I still find it surprising that they have spent billions to come up with a number of vaccines but in 10 months they have done almost nothing in finding a good therapeutic to fix a person once they contract the disease. Why is that? Why have they totally dragged their feet on this component? It's been the biggest necessity since this whole thing started 10 months ago and the results are pathetic. Even something like CYDY's Leronlimab which has been around for a few years and has a good safety profile from a number of trials has now got to go full time for a 390 patient double blind Phase 2/3 trial and gets not fast track even though their Phase 2B showed good results. It just drags on and on while the death rate keeps growing. Everybody is all twitterpated over the vaccines but they're not helping the sick people.
Well said Pandora.
And what ever happened to Ivermectin as a potential treatment? Unfortunately, it seems to have gotten little attention or peer review by the global & national health authorities like the W.H.O., NIH & CDC. It would be nice for health care providers to get some kind of serious guidance or statement (good or bad) on its use or potential....as new cases & death counts rise. Fortunately, death "rates" have gone down relative to new cases, but it doesn't lessen the grief.
I agree, too little attention is being paid to therapeutics. However, if you can produce a 95% effective vaccine, you'll practically own the market for that illness. And more than likely, you will be generating "long term" revenue (though with comparatively narrow margins) as there's a good chance Covid-19 will become endemic & people will likely need boosters or yearly vaccinations. Multiple or yearly vaccinations is generally the rule of thumb for rapidly mutating RNA viruses like Covid-19, influenza, etc. Covid dropped a golden egg in Big Pharma's lap & they quickly capitalized with plenty of "new" cash in the till to go along with their intellectual & technical expertise. All JMO.
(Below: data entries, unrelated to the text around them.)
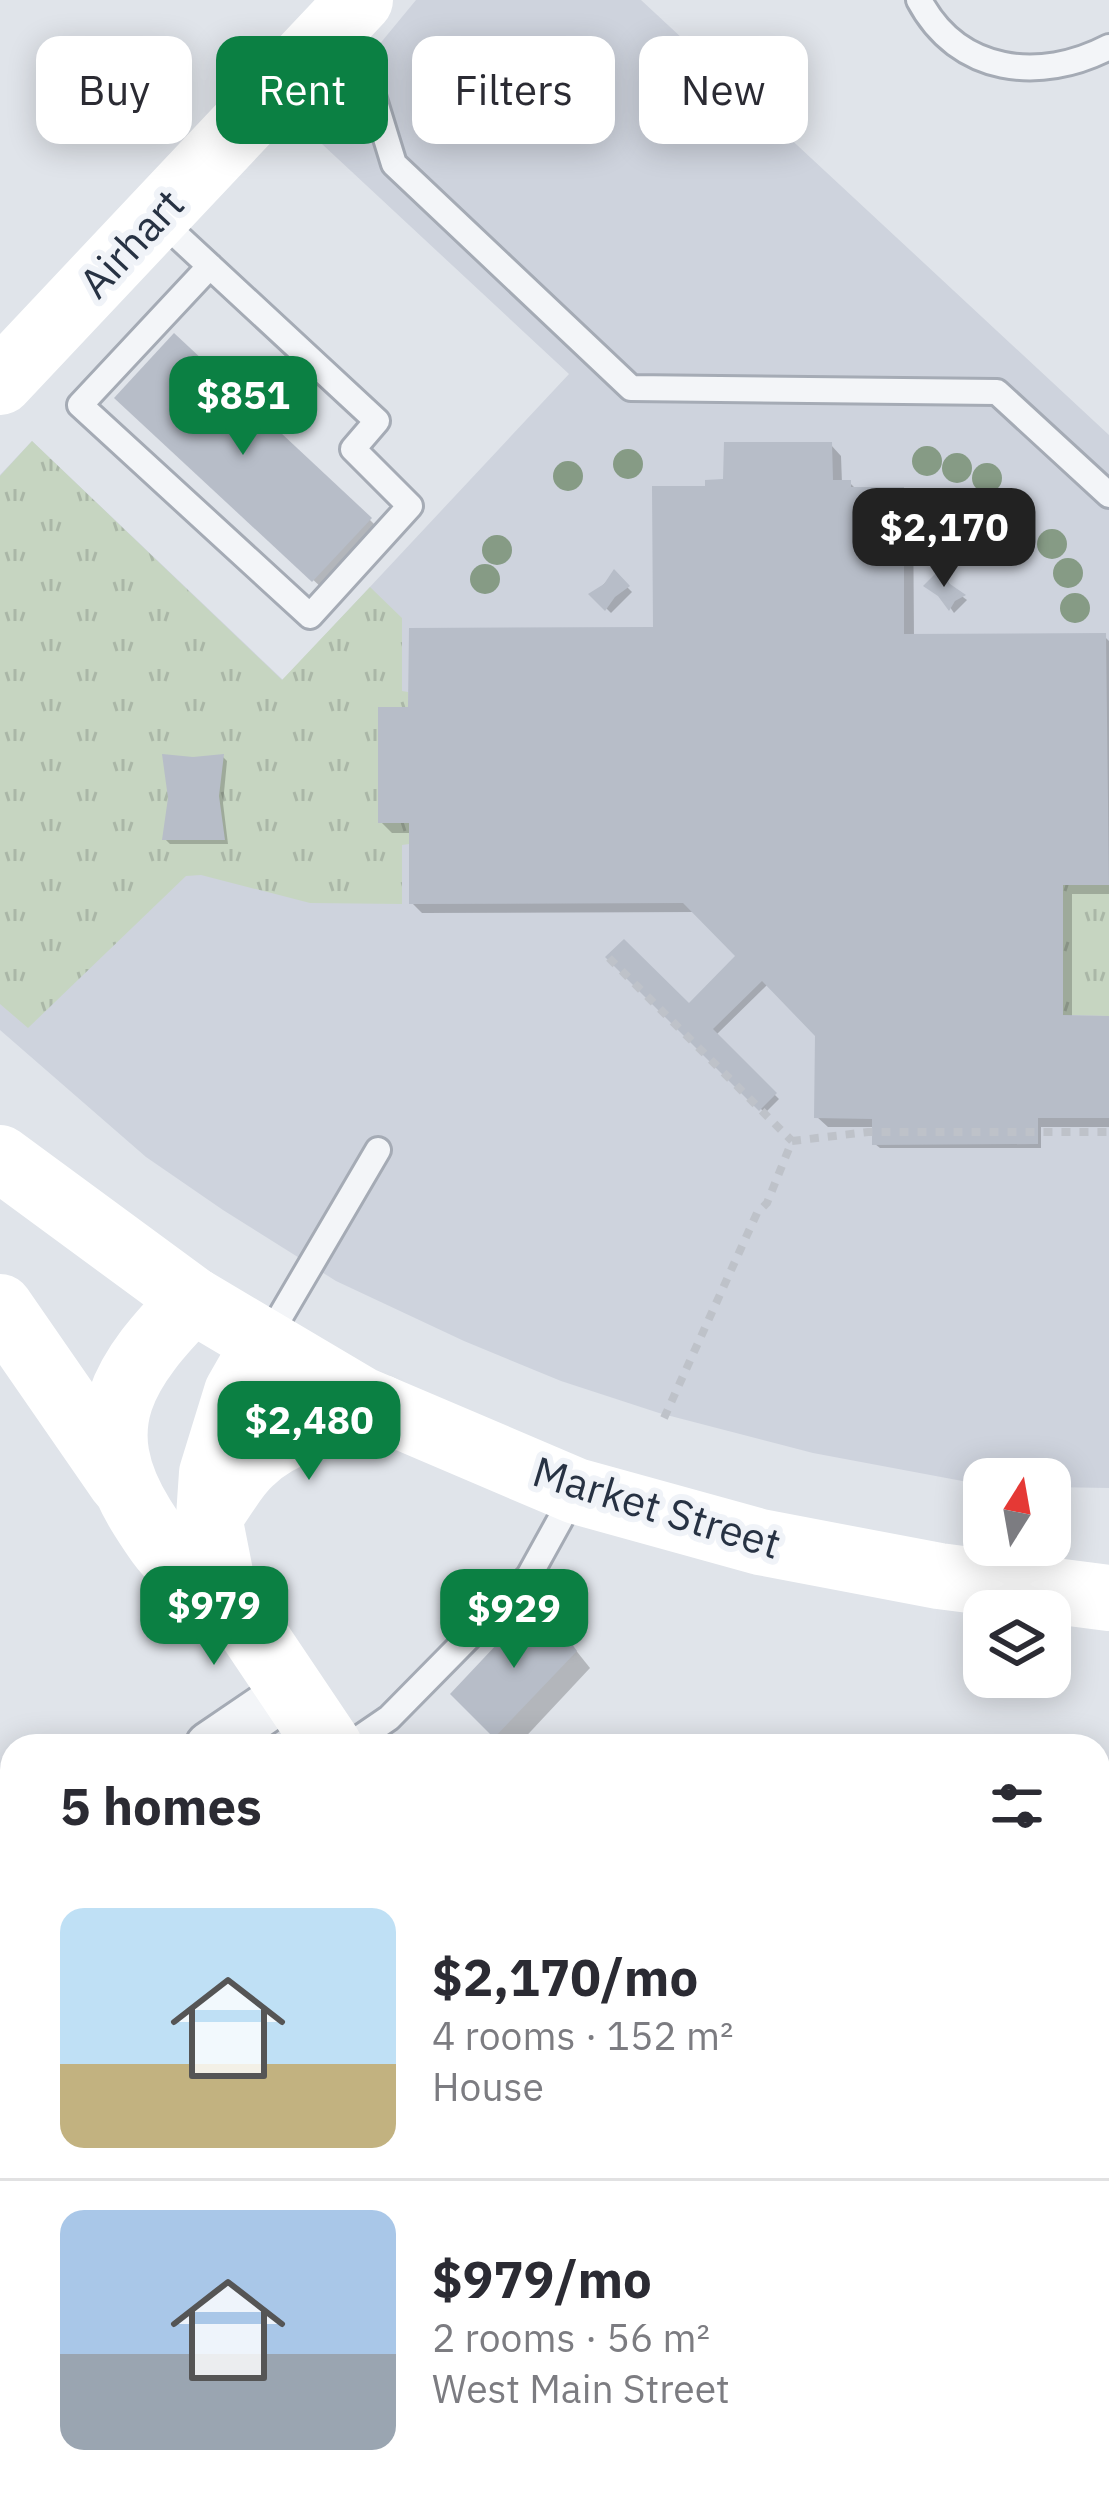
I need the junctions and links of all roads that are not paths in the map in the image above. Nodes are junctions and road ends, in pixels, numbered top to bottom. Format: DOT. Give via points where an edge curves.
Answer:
graph roads {
  1 [pos="919,0"];
  2 [pos="341,21"];
  3 [pos="1109,47"];
  4 [pos="156,217"];
  5 [pos="210,266"];
  6 [pos="0,382"];
  7 [pos="1109,495"];
  8 [pos="378,1150"];
  9 [pos="0,1158"];
  10 [pos="193,1300"];
  11 [pos="0,1307"];
  12 [pos="265,1343"];
  13 [pos="381,1408"];
  14 [pos="121,1482"];
  15 [pos="576,1491"];
  16 [pos="209,1517"];
  17 [pos="223,1588"];
  18 [pos="1109,1598"];
  19 [pos="291,1691"];
  20 [pos="228,1734"];
  21 [pos="321,1734"];
  22 [pos="366,1734"];
  1 -- 3 [label="lane" via="974,59 1018,69 1063,67"];
  2 -- 4 [label="main road, Airhart"];
  2 -- 7 [label="lane" via="394,164 631,388 997,392"];
  4 -- 5 [label="lane"];
  4 -- 6 [label="main road, Airhart"];
  5 -- 5 [label="lane" via="377,421 353,449 410,506 310,616 80,405"];
  8 -- 12 [label="lane"];
  9 -- 10 [label="main road, Market Street"];
  10 -- 12 [label="main road, Market Street"];
  10 -- 14 [label="main road" via="122,1388 114,1448"];
  11 -- 14 [label="main road"];
  12 -- 13 [label="main road, Market Street"];
  12 -- 16 [label="main road" via="236,1391 212,1474"];
  13 -- 15 [label="main road, Market Street"];
  13 -- 16 [label="main road" via="280,1440 250,1461"];
  14 -- 17 [label="main road" via="185,1573"];
  15 -- 18 [label="main road, Market Street" via="805,1550"];
  15 -- 22 [label="lane" via="530,1576"];
  16 -- 17 [label="main road"];
  17 -- 19 [label="main road"];
  19 -- 20 [label="street"];
  19 -- 21 [label="main road"];
}
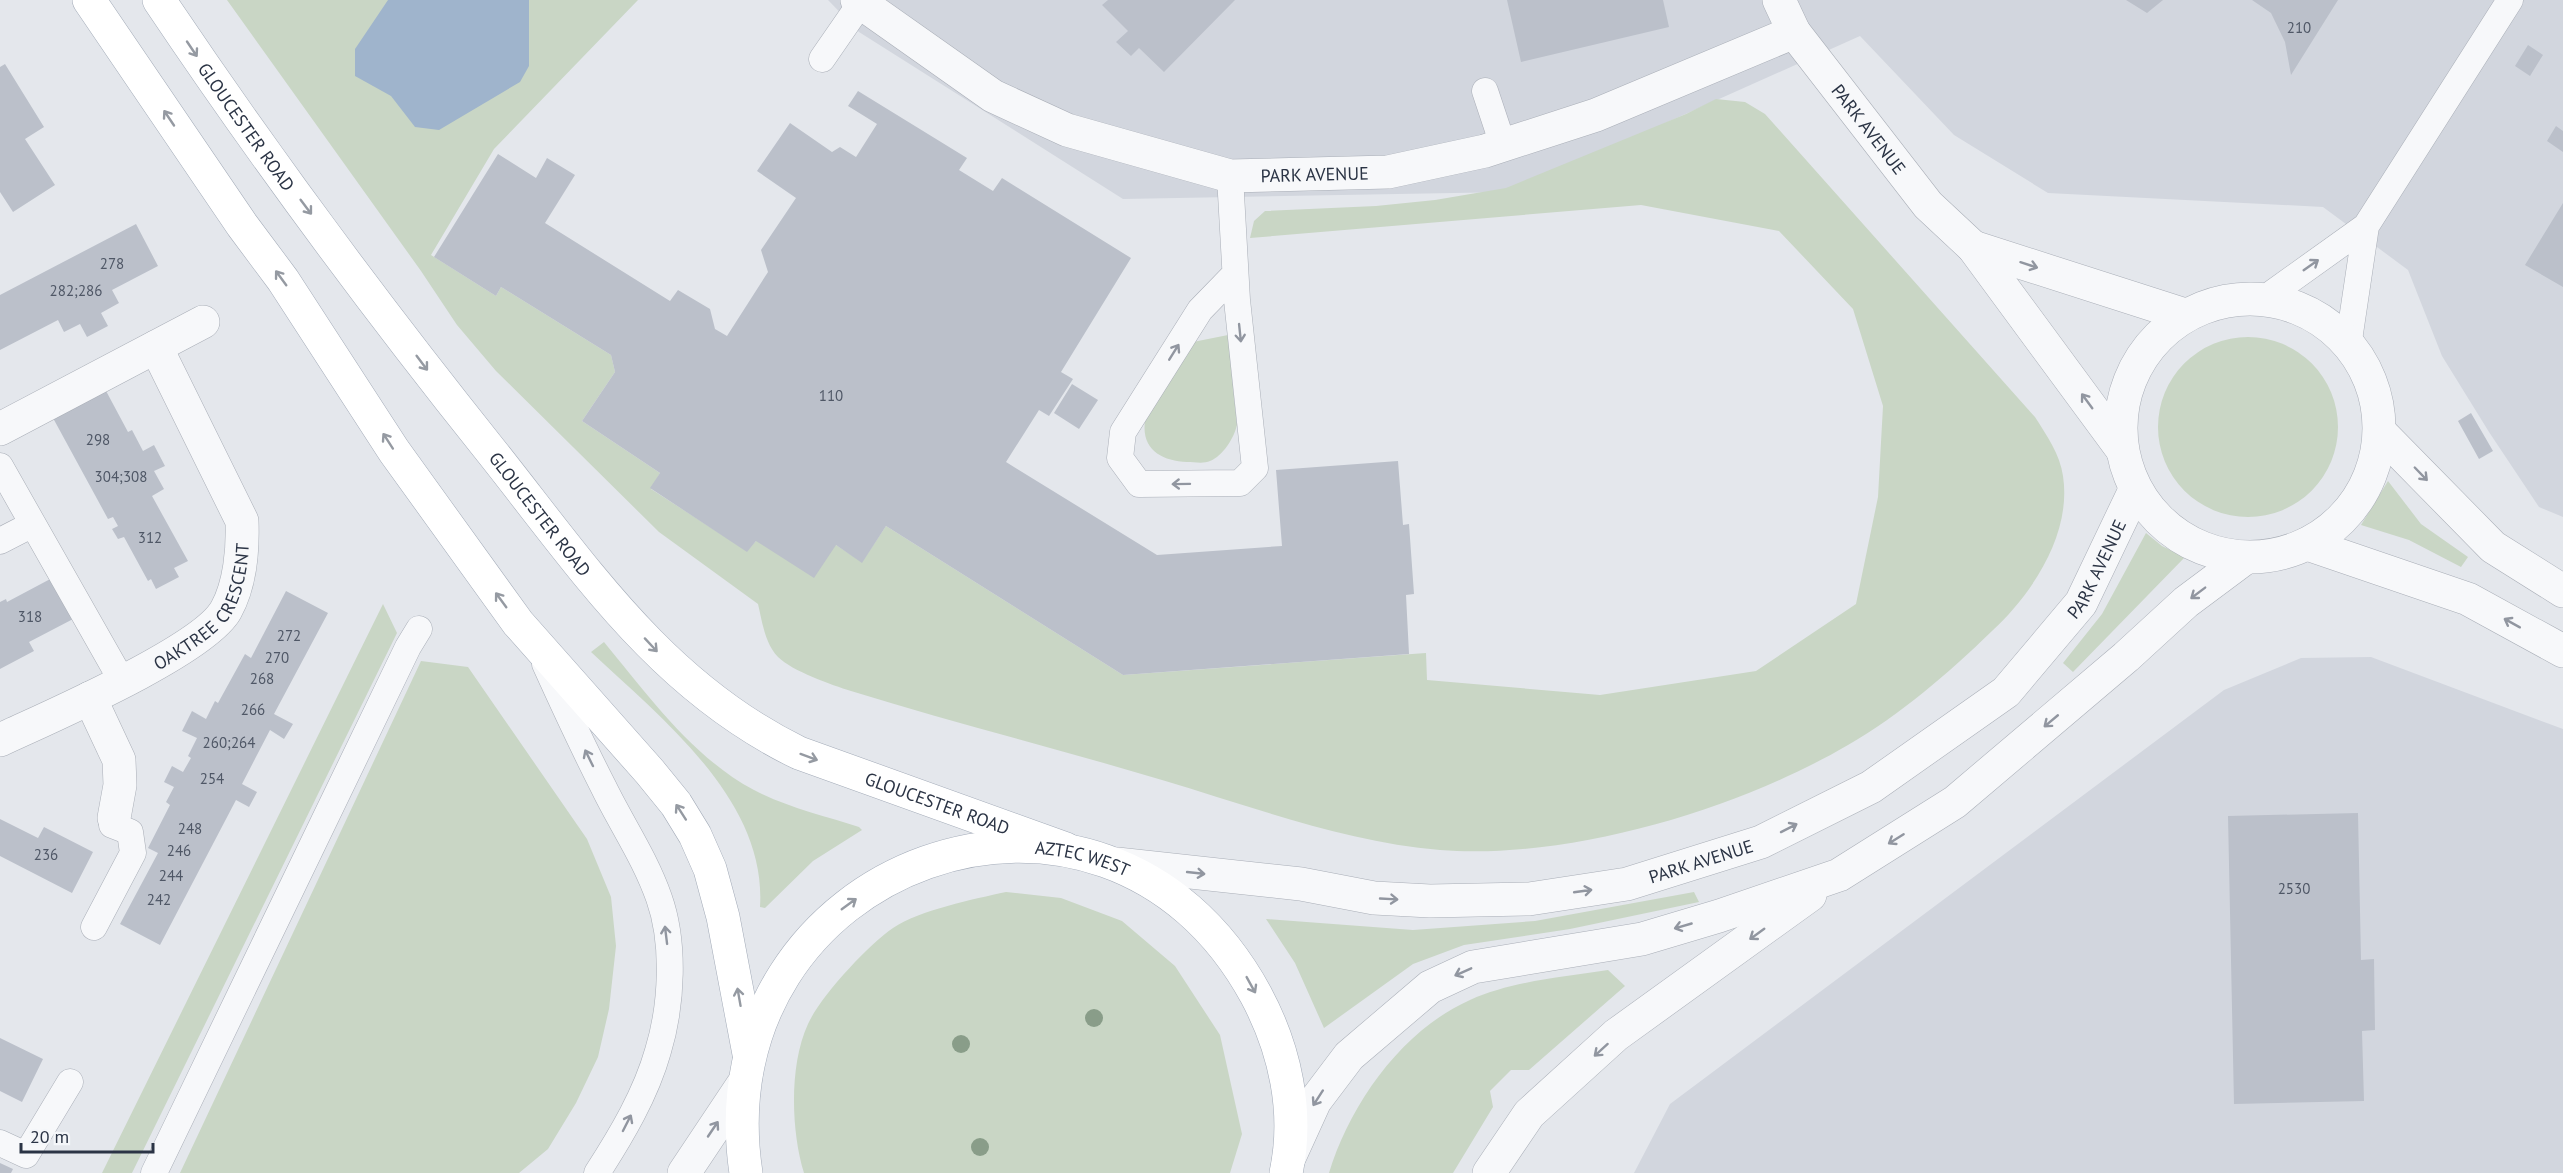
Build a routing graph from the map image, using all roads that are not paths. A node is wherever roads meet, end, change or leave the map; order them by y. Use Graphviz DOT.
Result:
graph roads {
  1 [pos="90,0"];
  2 [pos="159,0"];
  3 [pos="1779,0"];
  4 [pos="2510,0"];
  5 [pos="859,2"];
  6 [pos="1794,32"];
  7 [pos="822,58"];
  8 [pos="1485,91"];
  9 [pos="1503,145"];
  10 [pos="1230,176"];
  11 [pos="2366,226"];
  12 [pos="1973,247"];
  13 [pos="1235,274"];
  14 [pos="2264,298"];
  15 [pos="2185,315"];
  16 [pos="203,322"];
  17 [pos="2349,340"];
  18 [pos="156,347"];
  19 [pos="0,429"];
  20 [pos="2380,432"];
  21 [pos="2121,448"];
  22 [pos="0,466"];
  23 [pos="2135,490"];
  24 [pos="33,524"];
  25 [pos="0,541"];
  26 [pos="2307,544"];
  27 [pos="2245,558"];
  28 [pos="2563,591"];
  29 [pos="419,629"];
  30 [pos="536,647"];
  31 [pos="2563,651"];
  32 [pos="122,681"];
  33 [pos="90,698"];
  34 [pos="0,740"];
  35 [pos="114,818"];
  36 [pos="1066,849"];
  37 [pos="1117,864"];
  38 [pos="1839,875"];
  39 [pos="94,927"];
  40 [pos="749,1054"];
  41 [pos="70,1082"];
  42 [pos="742,1086"];
  43 [pos="0,1143"];
  44 [pos="1288,1166"];
  45 [pos="154,1173"];
  46 [pos="597,1173"];
  47 [pos="684,1173"];
  48 [pos="746,1173"];
  49 [pos="1490,1173"];
  30 -- 1 [label="main road, one-way"];
  2 -- 36 [label="main road, GLOUCESTER ROAD, one-way"];
  3 -- 6 [label="street, PARK AVENUE"];
  4 -- 11 [label="lane"];
  5 -- 7 [label="lane"];
  5 -- 10 [label="street, PARK AVENUE"];
  6 -- 9 [label="street, PARK AVENUE"];
  6 -- 12 [label="street, PARK AVENUE"];
  8 -- 9 [label="lane"];
  9 -- 10 [label="street, PARK AVENUE"];
  10 -- 13 [label="lane"];
  14 -- 11 [label="lane, one-way"];
  11 -- 17 [label="lane"];
  12 -- 15 [label="street, PARK AVENUE, one-way"];
  21 -- 12 [label="street, PARK AVENUE, one-way"];
  13 -- 13 [label="lane, one-way"];
  14 -- 15 [label="street"];
  14 -- 17 [label="street"];
  15 -- 21 [label="street"];
  16 -- 18 [label="street"];
  17 -- 20 [label="street"];
  18 -- 19 [label="street"];
  18 -- 32 [label="street, OAKTREE CRESCENT"];
  20 -- 26 [label="street"];
  20 -- 28 [label="street, one-way"];
  21 -- 23 [label="street"];
  22 -- 24 [label="lane"];
  23 -- 27 [label="street"];
  37 -- 23 [label="street, PARK AVENUE, one-way"];
  24 -- 25 [label="lane"];
  24 -- 32 [label="lane"];
  26 -- 27 [label="street"];
  31 -- 26 [label="street, one-way"];
  27 -- 38 [label="street, one-way"];
  29 -- 45 [label="lane"];
  40 -- 30 [label="main road, one-way"];
  46 -- 30 [label="lane, one-way"];
  32 -- 33 [label="street, OAKTREE CRESCENT"];
  33 -- 34 [label="street, OAKTREE CRESCENT"];
  33 -- 35 [label="street"];
  35 -- 39 [label="lane"];
  36 -- 37 [label="main road, AZTEC WEST"];
  40 -- 36 [label="main road, AZTEC WEST, one-way"];
  37 -- 44 [label="main road, AZTEC WEST, one-way"];
  38 -- 44 [label="street, one-way"];
  38 -- 49 [label="street, one-way"];
  40 -- 42 [label="main road, AZTEC WEST"];
  41 -- 43 [label="lane"];
  47 -- 42 [label="street, one-way"];
  42 -- 48 [label="main road, AZTEC WEST"];
}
Also, when you already have two vaccines ready for market with such high efficacy, I would hope Theralase doesn't spend a single dime more of their (our) own money on vaccine development. As Enrique noted, that endeavor should be solely supported by grant/university monies imo. We've learned more than enough from a hundred yrs of experience with influenza & from the new-age & misled anti-vaxxers that despite major attempts at mass vaccination, there will still be a great need for effective therapeutics. If Theralase has to spend a dime more at U of M (hopefully not), I vote it be spent on saving lives & not just protecting them. We desperately need a better therapeutic.